Adonde en 1999 me llevó el bueno del maestro Luis Villa (al que conozco hace 25, y quien, pese a ser unos 15 años mayor que yo, fue y es uno de mis amigos de infancia y de siempre). El lugar en donde lo vi pintar el mural de la izquierda, mucho antes de que éste abriera sus puertas por la primera vez.
 
El lugar en el que hice cuanto quise , y en donde empeñé parte de mi nulo patrimonio espiritual a cambio de varios hectolitros de cervezas, por los que nunca pagué. Los salones pintados de rojo encendido, desde los que me miraban Frank Zappa, y Ringo, y George y John y Paul. Y desde donde tenía también que verle la cara a Jim, a quien aborrezco.

Los mesones en los que las manos veloces y pacientes de meseros y bar tenders se movían, ágiles y generosas, para elaborar y servir los más medicinales brebajes etílicos. La casa en la que volví a creer que el rock en Bogotá era algo más que un capricho de minorías, y que había algo que aún podía hacerse por él.

El establecimiento que por años patrocinó parte de mis andanzas radiales y en el que encontré amigos que nunca dejarán de serlo. La sede para los que, como yo, o como cualquier otro de los cangrejos que habitan el universo, pudo esconderse para reírse o para llorar sin ser visto. La casa en cuyos baños estampé algunos de mis más célebres y sinceros pensamientos, con mi plumígrafo Pelikan Micropunta.

La casona en la que se me ocurrieron algunos buenos y malos poemas, y algunas historias que aún no me he aventurado a escribir. En donde en ocasiones hice las veces de disc jockey invitado, y en donde soporté, como todos los que ejercen ese difícil oficio lo ha hecho, los insultos, intimidaciones, malos tratos y acosos excesivos de los clientes, ansiosos de oír un millón de veces una misma canción, o de pedir imposibles.

El inmenso auditorio en el que también pude sentir el entusiasmo de 400 almas cantando ‘Eight days a week’ porque alguna sobrecarga eléctrica nos había dejado sin fluido. La casa que fue de dos de mis grandes amigos, pero que a la vez fue mía y de la ciudad entera. El bar a cuya desaparición debo mi primer intento en el oficio de escribir obituarios, en el que ya, a fuerza de ver a tantos morir cerca de mí, se me ha convertido en frecuente.  Lo hice para Rolling Stone, a un mes de su muerte transitoria.

La tina en la que me quedé dormido.

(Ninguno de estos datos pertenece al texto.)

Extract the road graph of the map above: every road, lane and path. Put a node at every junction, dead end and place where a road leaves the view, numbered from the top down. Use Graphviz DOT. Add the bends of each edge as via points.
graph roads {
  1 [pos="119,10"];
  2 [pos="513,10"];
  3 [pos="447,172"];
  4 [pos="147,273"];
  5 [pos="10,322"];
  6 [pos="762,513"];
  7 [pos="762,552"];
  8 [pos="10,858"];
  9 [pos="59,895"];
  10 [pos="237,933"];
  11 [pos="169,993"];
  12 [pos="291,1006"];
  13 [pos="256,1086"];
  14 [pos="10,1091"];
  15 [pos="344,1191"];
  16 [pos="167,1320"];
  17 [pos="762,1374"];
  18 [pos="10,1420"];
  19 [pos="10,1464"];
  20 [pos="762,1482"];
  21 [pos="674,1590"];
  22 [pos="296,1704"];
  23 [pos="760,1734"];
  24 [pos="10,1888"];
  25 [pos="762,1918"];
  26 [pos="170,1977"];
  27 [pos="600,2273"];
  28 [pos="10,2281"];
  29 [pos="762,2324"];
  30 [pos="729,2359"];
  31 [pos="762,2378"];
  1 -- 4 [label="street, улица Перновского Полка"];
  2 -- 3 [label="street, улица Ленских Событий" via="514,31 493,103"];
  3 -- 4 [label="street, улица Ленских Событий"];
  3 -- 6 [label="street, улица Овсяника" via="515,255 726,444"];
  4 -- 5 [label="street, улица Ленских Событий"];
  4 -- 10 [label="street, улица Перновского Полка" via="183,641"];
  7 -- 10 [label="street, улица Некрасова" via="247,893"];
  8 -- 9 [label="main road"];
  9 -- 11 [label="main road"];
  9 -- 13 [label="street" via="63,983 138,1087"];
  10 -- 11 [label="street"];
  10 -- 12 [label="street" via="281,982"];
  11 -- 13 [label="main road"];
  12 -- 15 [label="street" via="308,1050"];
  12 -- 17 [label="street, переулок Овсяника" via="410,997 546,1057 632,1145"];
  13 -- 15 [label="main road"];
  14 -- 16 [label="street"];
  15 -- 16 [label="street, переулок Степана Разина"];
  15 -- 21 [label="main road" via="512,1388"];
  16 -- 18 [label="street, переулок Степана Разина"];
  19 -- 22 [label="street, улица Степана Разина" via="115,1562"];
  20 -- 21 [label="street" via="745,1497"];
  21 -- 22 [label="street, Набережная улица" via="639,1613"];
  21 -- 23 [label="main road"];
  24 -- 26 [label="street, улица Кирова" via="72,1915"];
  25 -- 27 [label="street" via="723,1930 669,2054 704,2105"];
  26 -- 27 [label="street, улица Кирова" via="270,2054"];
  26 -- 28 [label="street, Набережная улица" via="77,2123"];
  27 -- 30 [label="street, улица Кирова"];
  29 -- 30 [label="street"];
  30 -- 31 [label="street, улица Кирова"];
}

El techo de la barra, decorado con cangrejos de porcelana, de hule y peluche. El sitio en el que pude conseguir cervezas en fechas prohibidas y en cuyas oficinas oí confesiones e hice planes en los que sigo creyendo. El establecimiento al que, en el afán de demostrar que era más que un expendio de alcohol con música ruidosa, lo bautizamos con la sigla, un poco más inofensiva de Centro de Rock Arte y Blues.

El sitio que, por la fuerza de los hechos, tuvo que hacer de Santa Marta su ciudad y al que aún debo cumplir la promesa de visitar, en ese mismo peregrinaje que un día me llevó al CBGB’s, a las ruinas de La Caverna en Liverpool, a La Perla del 11 en Buenos Aires, y a Abbey Road. 
La casa que un día se duplicó para convertirse en un imperio al que creímos inmortal. El lugar de Óscar, de Carolina, del también esfumado Marlon, de Paola, de Sara, de Alejandro Amaro, de Juancho, de Leo, de la primera dama del Rock, y de Adriana, de Pamela, de George, de André, hoy ya no está.

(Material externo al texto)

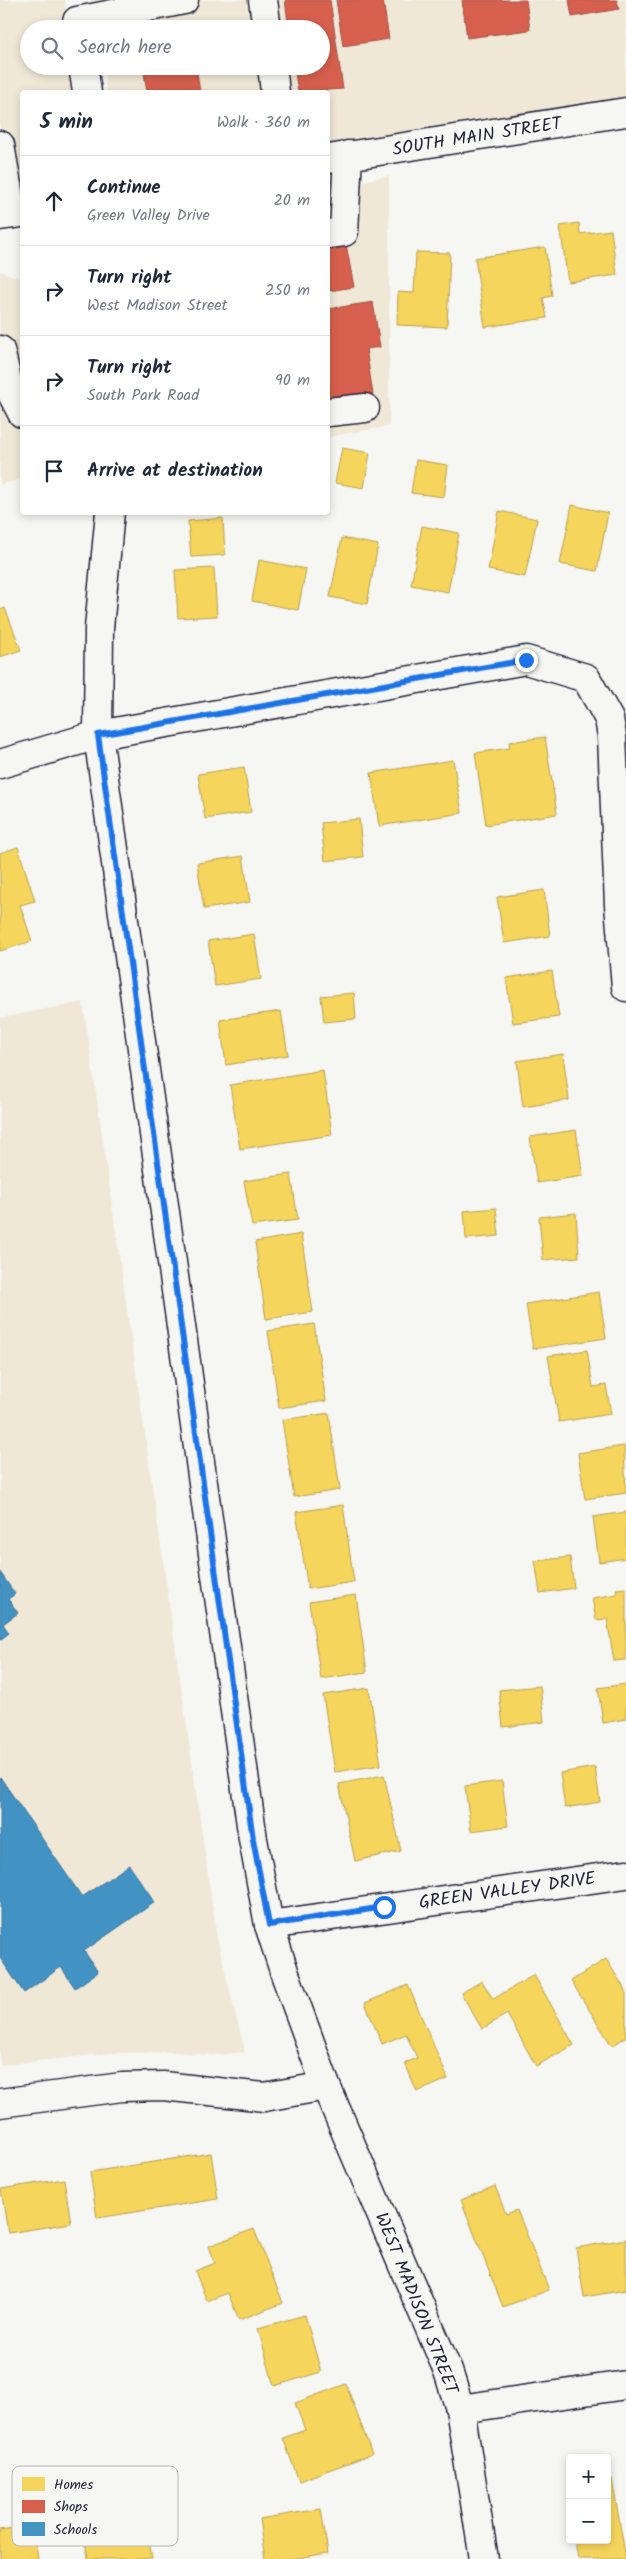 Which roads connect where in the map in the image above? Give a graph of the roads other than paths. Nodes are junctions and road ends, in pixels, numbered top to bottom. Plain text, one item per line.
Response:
1 (184, 0) edge
2 (263, 0) edge
3 (76, 17) edge
4 (265, 20) edge
5 (85, 75) edge
6 (273, 75) edge
7 (87, 90) edge
8 (275, 90) edge
9 (626, 112) edge
10 (0, 145) edge
11 (338, 157) edge
12 (12, 214) edge
13 (330, 234) edge
14 (0, 350) edge
15 (365, 408) dead end
16 (20, 410) edge
17 (330, 412) edge
18 (110, 515) edge
19 (98, 735) junction
20 (0, 764) edge
21 (626, 987) edge
22 (626, 1874) edge
23 (269, 1925) junction
24 (326, 2086) junction
25 (0, 2103) edge
26 (626, 2385) edge
27 (460, 2409) junction
28 (484, 2559) edge

1 - 3 street
2 - 4 street
5 - 7 street
6 - 8 street
9 - 11 street, SOUTH MAIN STREET
10 - 12 street
11 - 13 street
14 - 16 street
15 - 17 street
18 - 19 street
19 - 20 street
19 - 21 street
19 - 23 street
22 - 23 street, GREEN VALLEY DRIVE
23 - 24 street, WEST MADISON STREET
24 - 25 street
24 - 27 street, WEST MADISON STREET
26 - 27 street
27 - 28 street, WEST MADISON STREET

Si hubiera alguna organización con amplia potestad como para declarar a ciertas edificaciones patrimonios internacionales del rock, en la misma forma en que hay patrimonios internacionales de la humanidad, entonces yo candidatizaría a ese par de casas de la calle 73, convertidas, por la mente brillante de quien se atrevió a creer que el rock era rentable aún en Bogotá, para encabezar la lista de esta clase de lugares en mi ciudad, seguida por la también desaparecida calle 60 de los 60, o por los muchos establecimientos de su tipo, cuyo fin invariable y casis siempre igual, ha sido el de sucumbir ante las oscuras fuerzas de un destino al que no parece gustarle que haya rock en mi ciudad.

Esta misma semana, sin que nadie me lo hubiera advertido, pude ver el lugar. El mismo que en los 40 debió ser casa de alguna familia adinerada de entonces, y cuyo registro de propiedad guardo en alguna parte. Era verdad. La casa en la que alguna vez dejé parte de mi hígado, de mi corazón y de mi alma, se vino al suelo envuelta en una nube de recuerdos, de fantasmas amigables y de polvo cósmico. En su lugar habrá, de seguro, un horrendo edificio, como cualquier otro. ¡Larga vida a Crabs en donde quiera que siga estando!